Le soleil de mai versait sa claire lumière sur les pommiers
épanouis, ronds comme d'immenses bouquets blancs, roses et
parfumés, et qui mettaient sur la cour entière un
toit de fleurs. Ils semaient sans cesse autour d'eux une neige de
pétales menus, qui voltigeaient et tournoyaient en tombant
dans l'herbe haute, où les pissenlits brillaient comme des
flammes, où les coquelicots semblaient des gouttes de sang.

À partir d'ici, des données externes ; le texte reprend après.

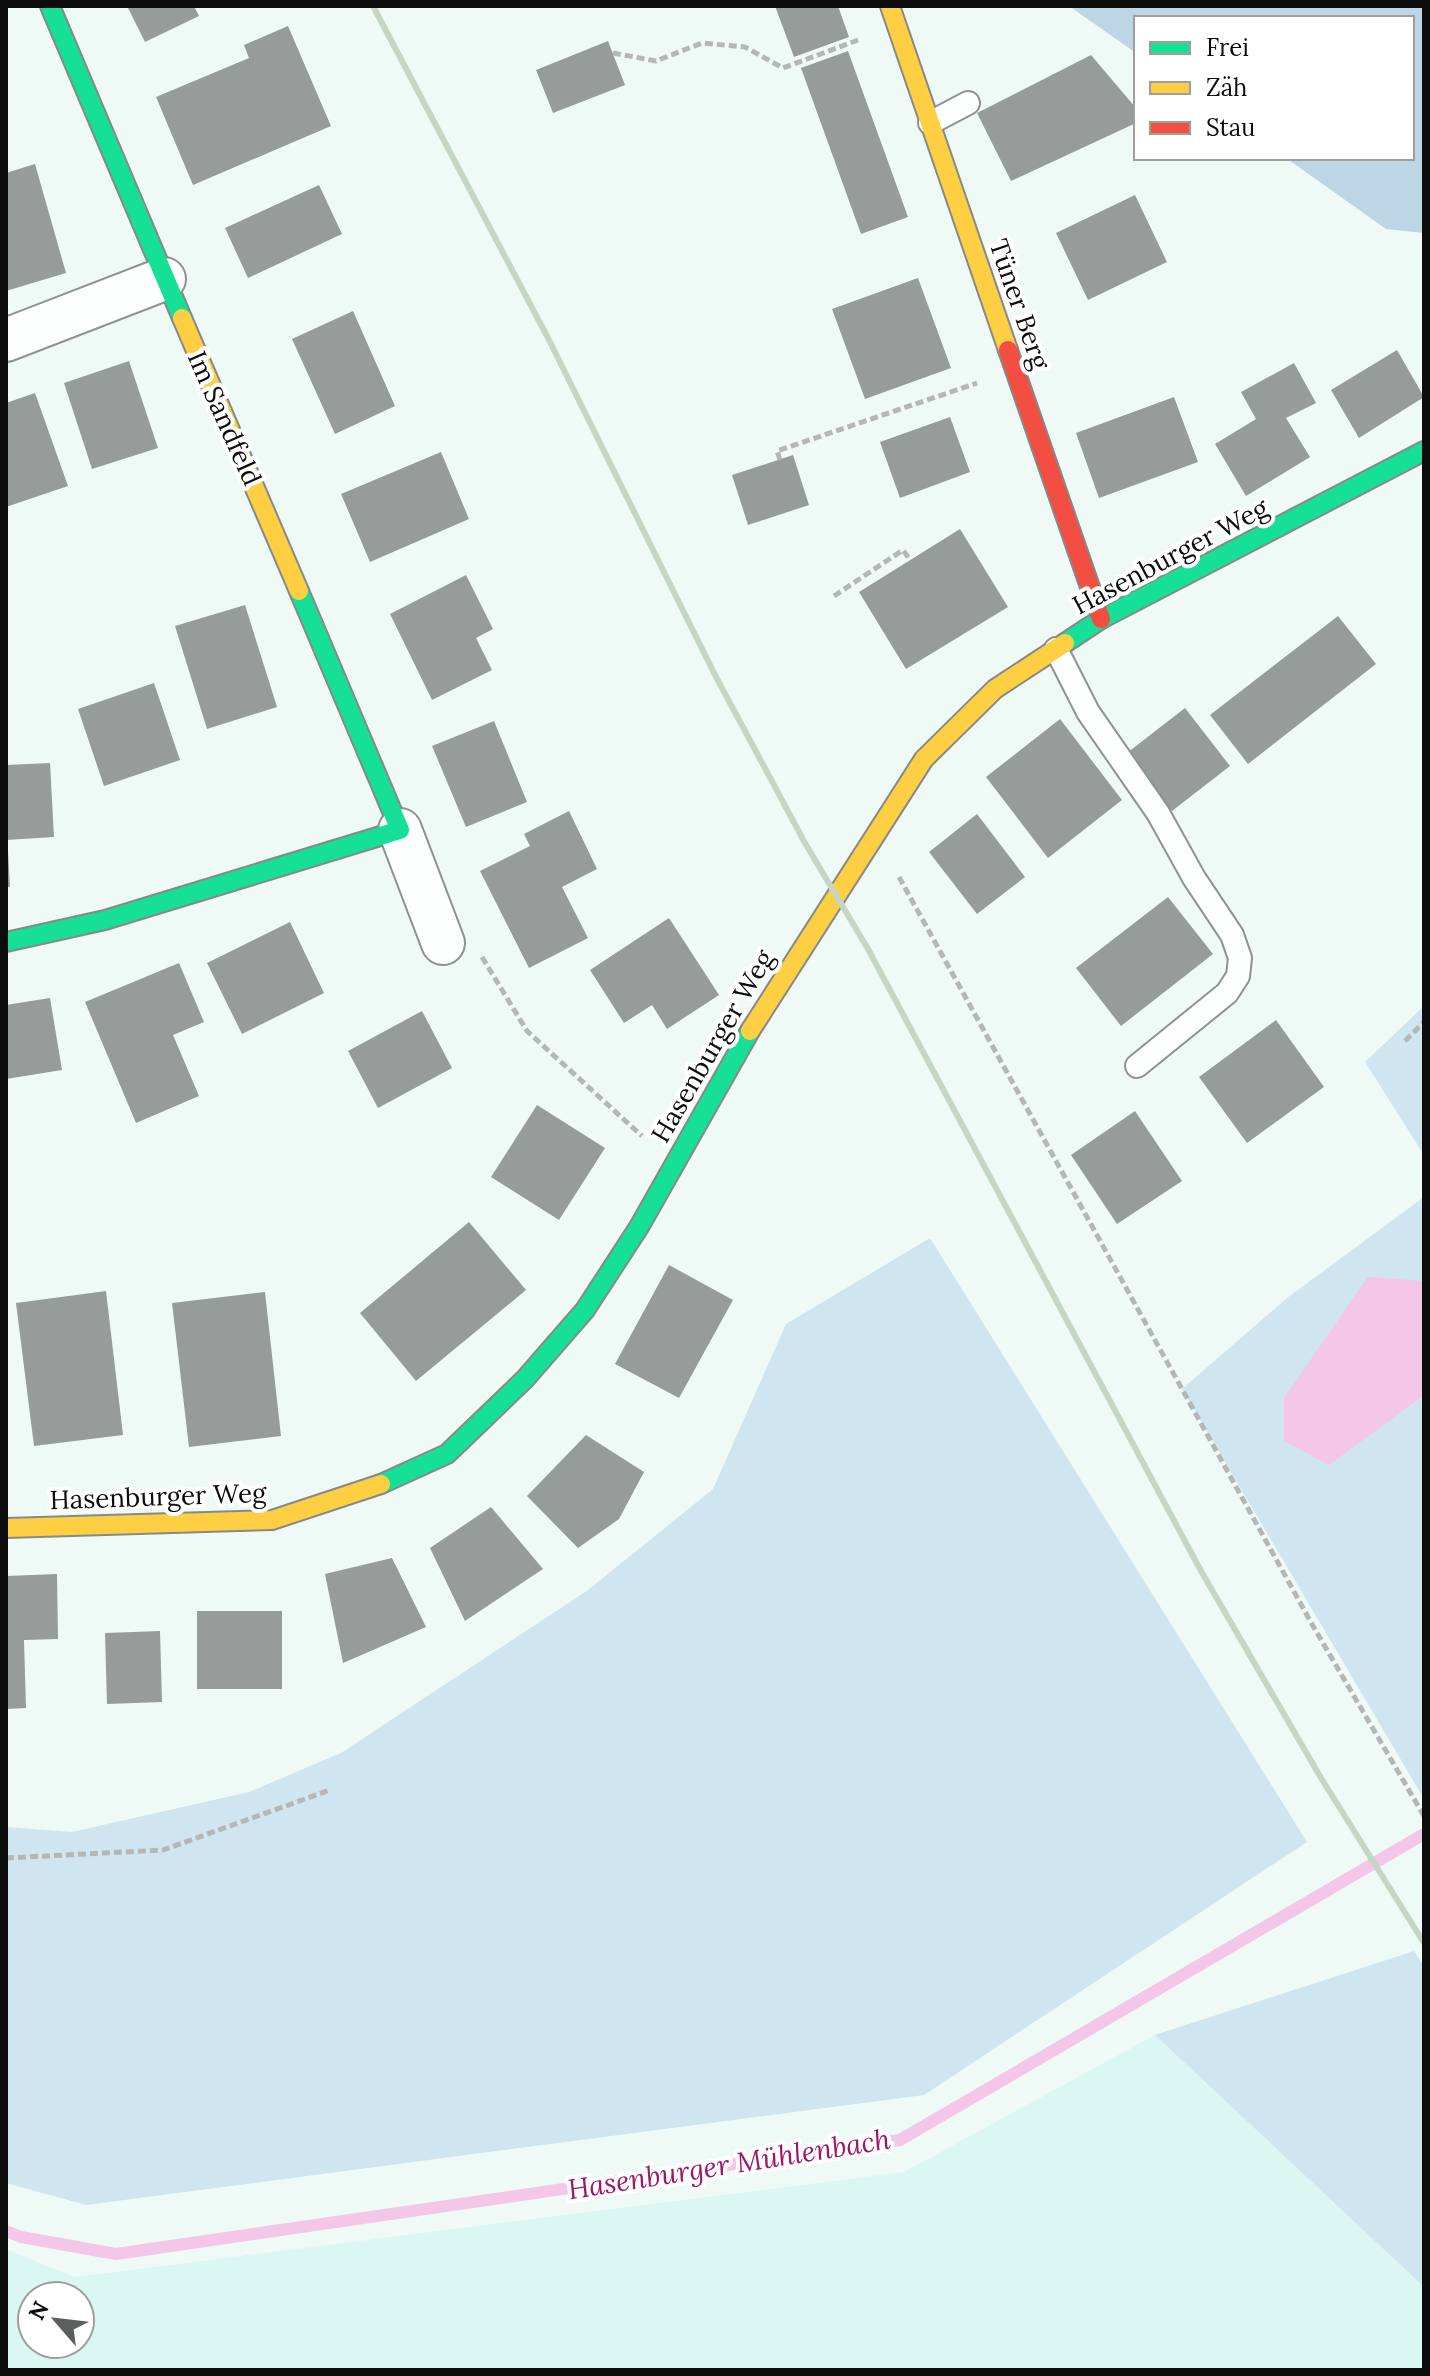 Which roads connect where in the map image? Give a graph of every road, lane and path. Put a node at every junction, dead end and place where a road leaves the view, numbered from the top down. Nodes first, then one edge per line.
1 (50, 6) edge
2 (890, 6) edge
3 (897, 25) junction
4 (613, 53) dead end
5 (968, 103) dead end
6 (930, 123) junction
7 (164, 279) junction
8 (6, 340) edge
9 (1015, 370) junction
10 (1424, 451) edge
11 (780, 460) dead end
12 (910, 560) dead end
13 (834, 596) dead end
14 (1101, 619) junction
15 (1056, 649) junction
16 (400, 830) junction
17 (871, 836) junction
18 (6, 942) edge
19 (443, 943) joint
20 (1424, 1022) edge
21 (1405, 1041) dead end
22 (1137, 1066) dead end
23 (678, 1156) junction
24 (6, 1528) edge
25 (330, 1790) dead end
26 (1424, 1816) edge
27 (6, 1858) edge

1 - 7 street, Im Sandfeld
2 - 3 street, Tüner Berg
3 - 4 path
3 - 6 street, Tüner Berg
5 - 6 lane
6 - 9 street, Tüner Berg
7 - 8 street
7 - 16 street, Im Sandfeld
9 - 11 path
9 - 14 street, Tüner Berg
10 - 14 street, Hasenburger Weg
12 - 13 path
14 - 15 street, Hasenburger Weg
15 - 17 street, Hasenburger Weg
15 - 22 lane
16 - 18 street
16 - 19 street, Im Sandfeld
17 - 23 street, Hasenburger Weg
17 - 26 path
19 - 23 path
20 - 21 path
23 - 24 street, Hasenburger Weg
25 - 27 path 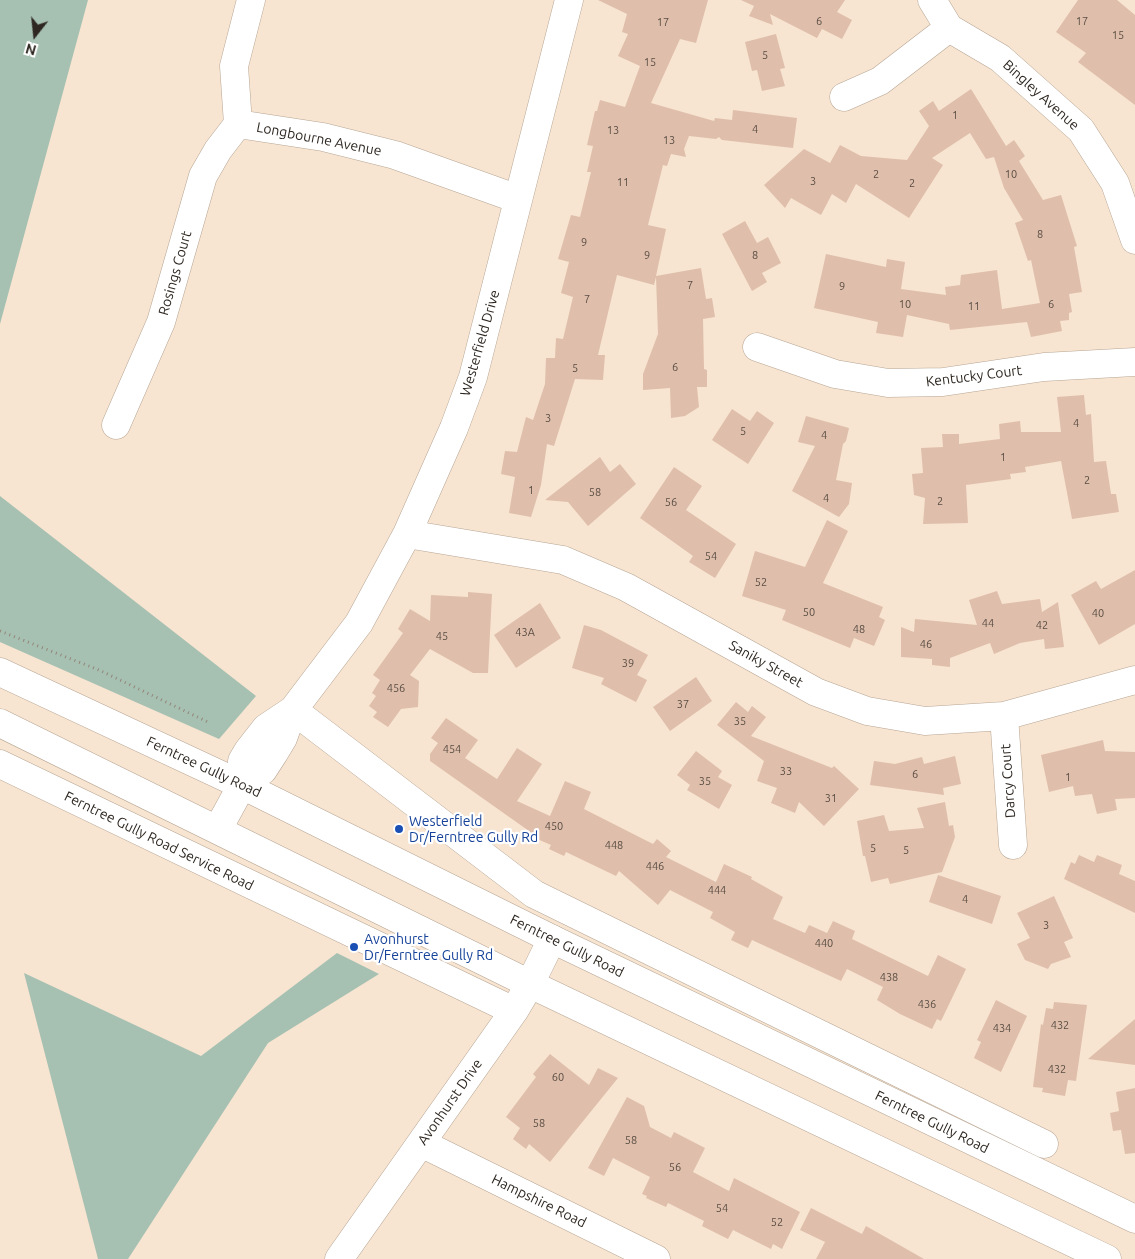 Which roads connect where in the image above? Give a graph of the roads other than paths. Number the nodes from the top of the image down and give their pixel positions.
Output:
1 (251, 0) edge
2 (569, 0) edge
3 (932, 0) edge
4 (948, 28) junction
5 (844, 97) dead end
6 (238, 124) junction
7 (518, 198) junction
8 (1135, 240) edge
9 (757, 347) dead end
10 (1135, 362) edge
11 (116, 425) dead end
12 (407, 534) junction
13 (0, 672) edge
14 (1135, 680) edge
15 (293, 710) junction
16 (1004, 716) junction
17 (0, 723) edge
18 (0, 764) edge
19 (242, 785) junction
20 (218, 829) junction
21 (1013, 845) dead end
22 (298, 868) junction
23 (318, 917) junction
24 (552, 940) junction
25 (530, 984) junction
26 (514, 1011) junction
27 (422, 1143) junction
28 (1044, 1144) dead end
29 (1135, 1220) edge
30 (339, 1259) edge
31 (656, 1259) edge
32 (1108, 1259) edge

1 - 6 street, Longbourne Avenue
2 - 7 street, Westerfield Drive
3 - 4 street
4 - 5 street
4 - 8 street, Bingley Avenue
6 - 7 street, Longbourne Avenue
6 - 11 street, Rosings Court
7 - 12 street, Westerfield Drive
9 - 10 street, Kentucky Court
12 - 15 street, Westerfield Drive
12 - 16 street, Saniky Street
13 - 19 street, Ferntree Gully Road
14 - 16 street, Saniky Street
15 - 19 street, Westerfield Drive
15 - 28 street
16 - 21 street, Darcy Court
17 - 20 street
18 - 23 street, Ferntree Gully Road Service Road
19 - 20 street, Westerfield Drive
19 - 24 street, Ferntree Gully Road
20 - 22 street
22 - 23 street
22 - 25 street
23 - 26 street, Ferntree Gully Road Service Road
24 - 25 street, Avonhurst Drive
24 - 29 street, Ferntree Gully Road
25 - 26 street, Avonhurst Drive
25 - 32 street
26 - 27 street, Avonhurst Drive
27 - 30 street, Avonhurst Drive
27 - 31 street, Hampshire Road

Une truie somnolait sur le bord du fumier, le ventre énorme,
les mamelles gonflées, tandis qu'une troupe de petits porcs
tournaient autour, avec leur queue roulée comme une corde.
Tout à coup, là-bas, derrière les arbres des
fermes, la cloche de l'église tinta. Sa voix de fer jetait
dans le ciel joyeux son appel faible et lointain. Des hirondelles
filaient comme des flèches à travers l'espace bleu
qu'enfermaient les grands hêtres immobiles. Une odeur d'étable
passait parfois, mêlée au souffle doux et sucré
des pommiers.
Un des hommes debout devant la porte se tourna vers la maison et
cria :
- Allons, allons, Mélina, v'là que ça sonne
!
Il avait peut-être trente ans. C'était un grand paysan,
que les longs travaux des champs n'avaient point encore courbé
ni déformé. Un vieux, son père, noueux comme
un tronc de chêne, avec des poignets bossués et des
jambes torses, déclara :
- Les femmes, c'est jamais prêt, d'abord.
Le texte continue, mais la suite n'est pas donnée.